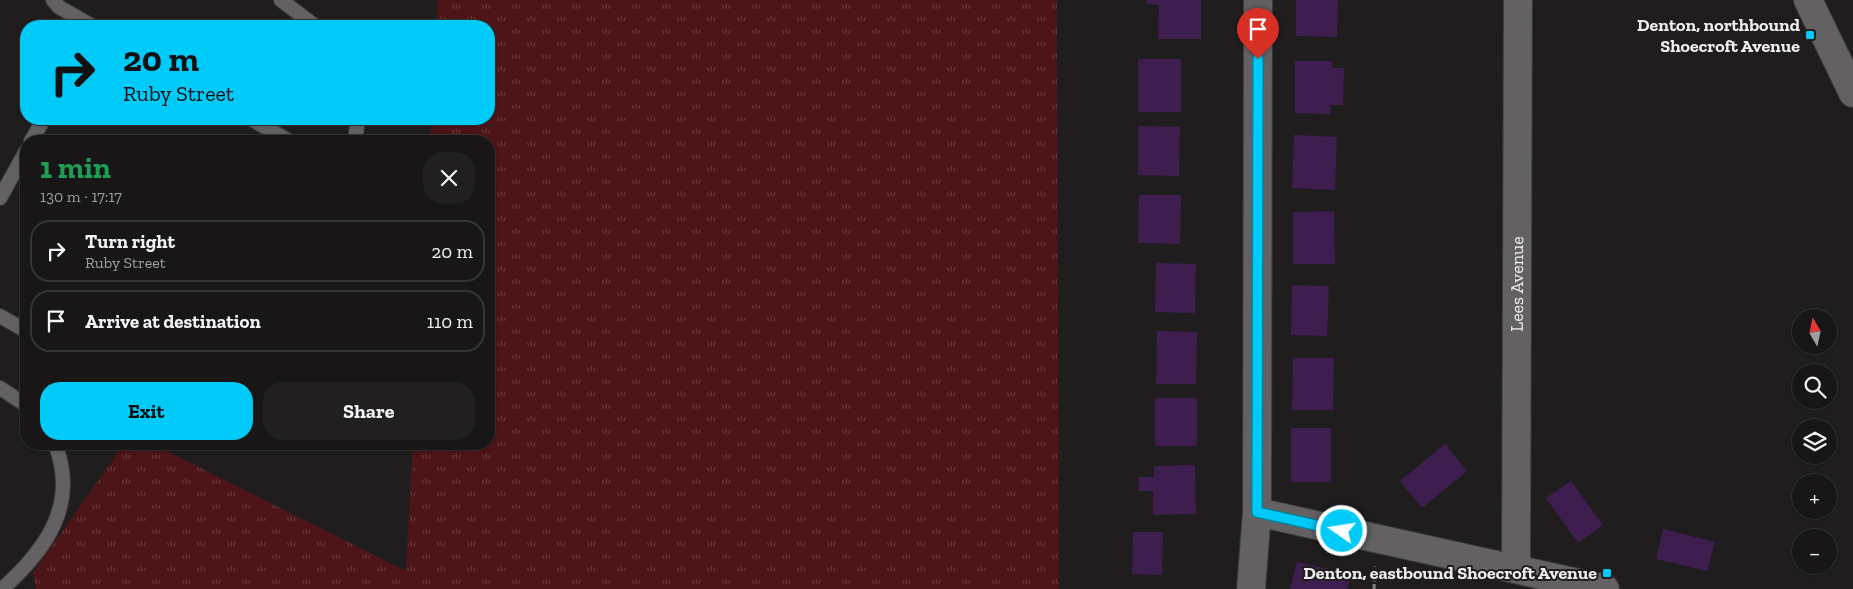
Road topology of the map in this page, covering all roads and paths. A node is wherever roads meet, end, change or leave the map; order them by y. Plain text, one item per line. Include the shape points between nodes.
1 (54, 0) edge
2 (281, 0) edge
3 (1258, 0) edge
4 (1518, 0) edge
5 (1808, 0) edge
6 (81, 20) edge
7 (307, 20) edge
8 (1853, 93) edge
9 (261, 125) edge
10 (279, 135) edge
11 (20, 162) edge
12 (0, 198) edge
13 (0, 316) edge
14 (20, 328) edge
15 (0, 388) edge
16 (20, 401) edge
17 (57, 450) edge
18 (1257, 512) junction
19 (1516, 569) junction
20 (2, 589) edge
21 (1251, 589) edge
22 (1605, 589) edge

1 - 6 lane via 59,8
2 - 7 lane
3 - 18 street
4 - 19 street, Lees Avenue
5 - 8 street
9 - 10 lane
11 - 12 lane
13 - 14 lane
15 - 16 lane
17 - 20 lane via 63,493 55,524 40,550
18 - 19 street
18 - 21 street
19 - 22 street

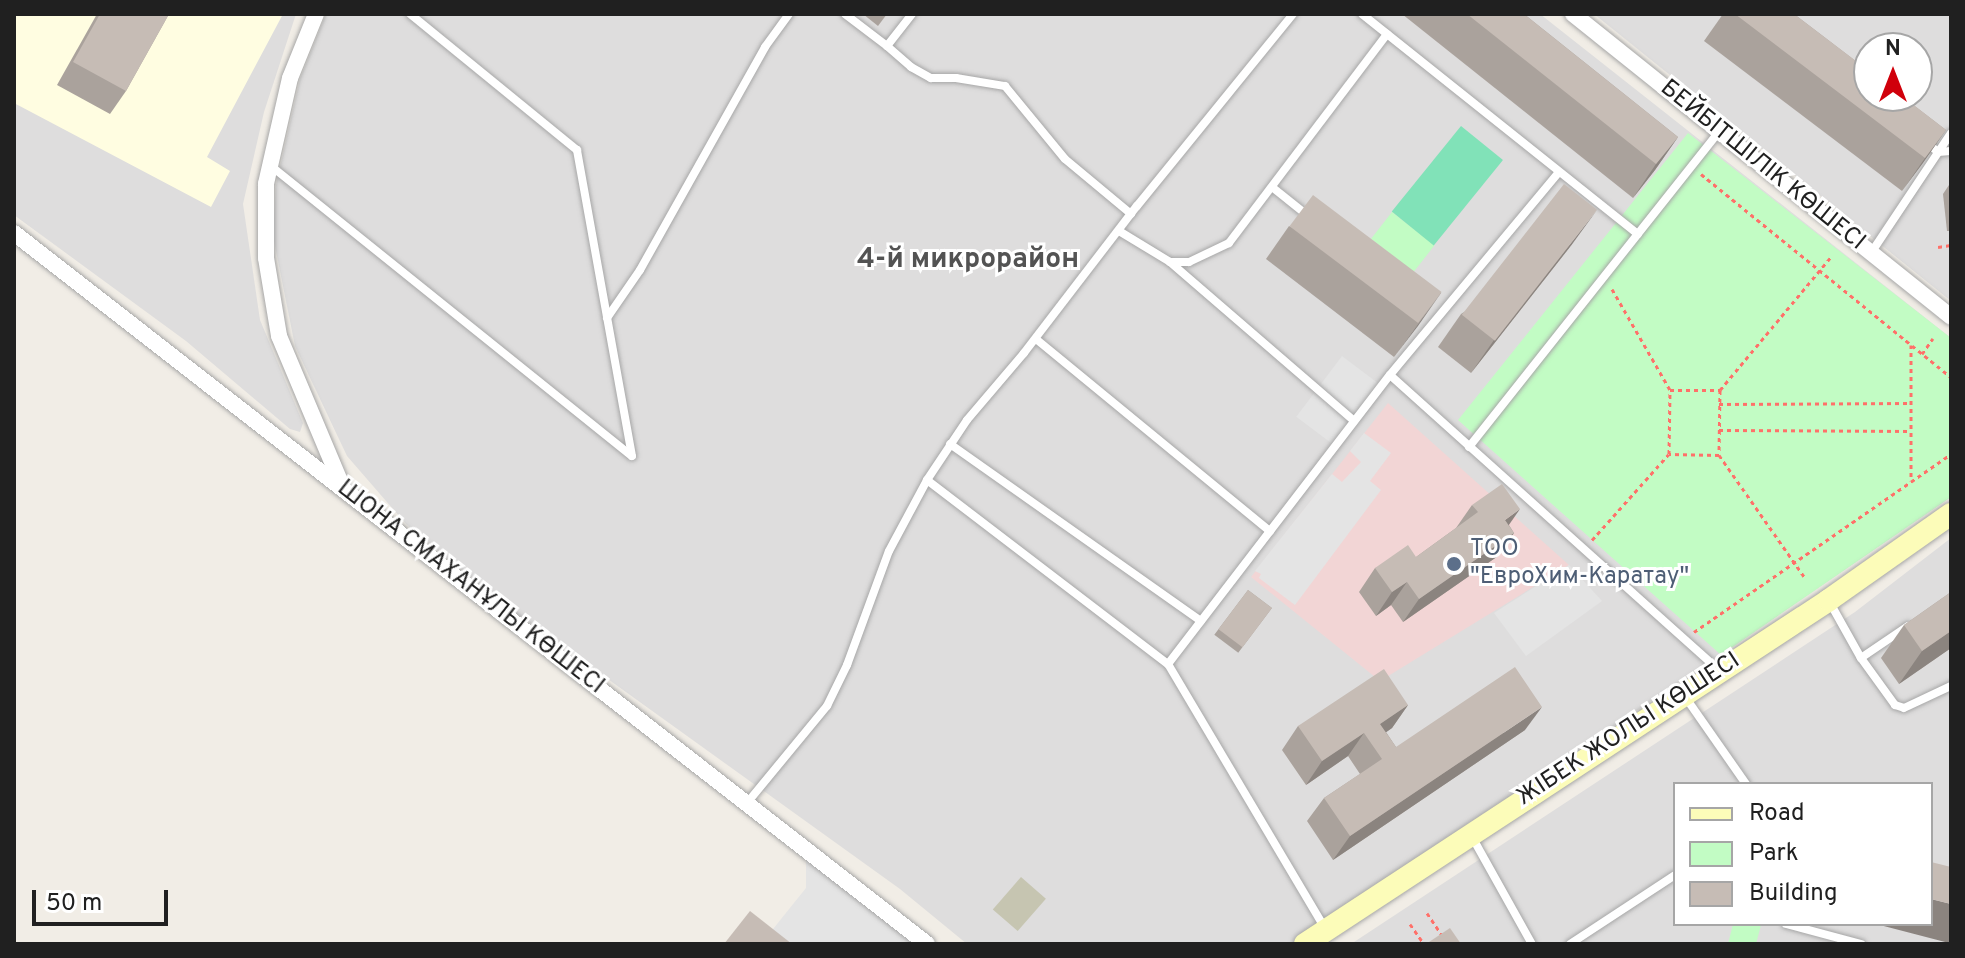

------------------------------------------------------------

Your assignment: Every record above must be given again exactly; drop the pictures.

Result:
Road topology of the map in this page, covering all roads and paths. A node is wherever roads meet, end, change or leave the map; order them by y. Plain text, one item per line. Include the shape points between nodes.
1 (54, 0) edge
2 (281, 0) edge
3 (1258, 0) edge
4 (1518, 0) edge
5 (1808, 0) edge
6 (81, 20) edge
7 (307, 20) edge
8 (1853, 93) edge
9 (261, 125) edge
10 (279, 135) edge
11 (20, 162) edge
12 (0, 198) edge
13 (0, 316) edge
14 (20, 328) edge
15 (0, 388) edge
16 (20, 401) edge
17 (57, 450) edge
18 (1257, 512) junction
19 (1516, 569) junction
20 (2, 589) edge
21 (1251, 589) edge
22 (1605, 589) edge

1 - 6 lane via 59,8
2 - 7 lane
3 - 18 street
4 - 19 street, Lees Avenue
5 - 8 street
9 - 10 lane
11 - 12 lane
13 - 14 lane
15 - 16 lane
17 - 20 lane via 63,493 55,524 40,550
18 - 19 street
18 - 21 street
19 - 22 street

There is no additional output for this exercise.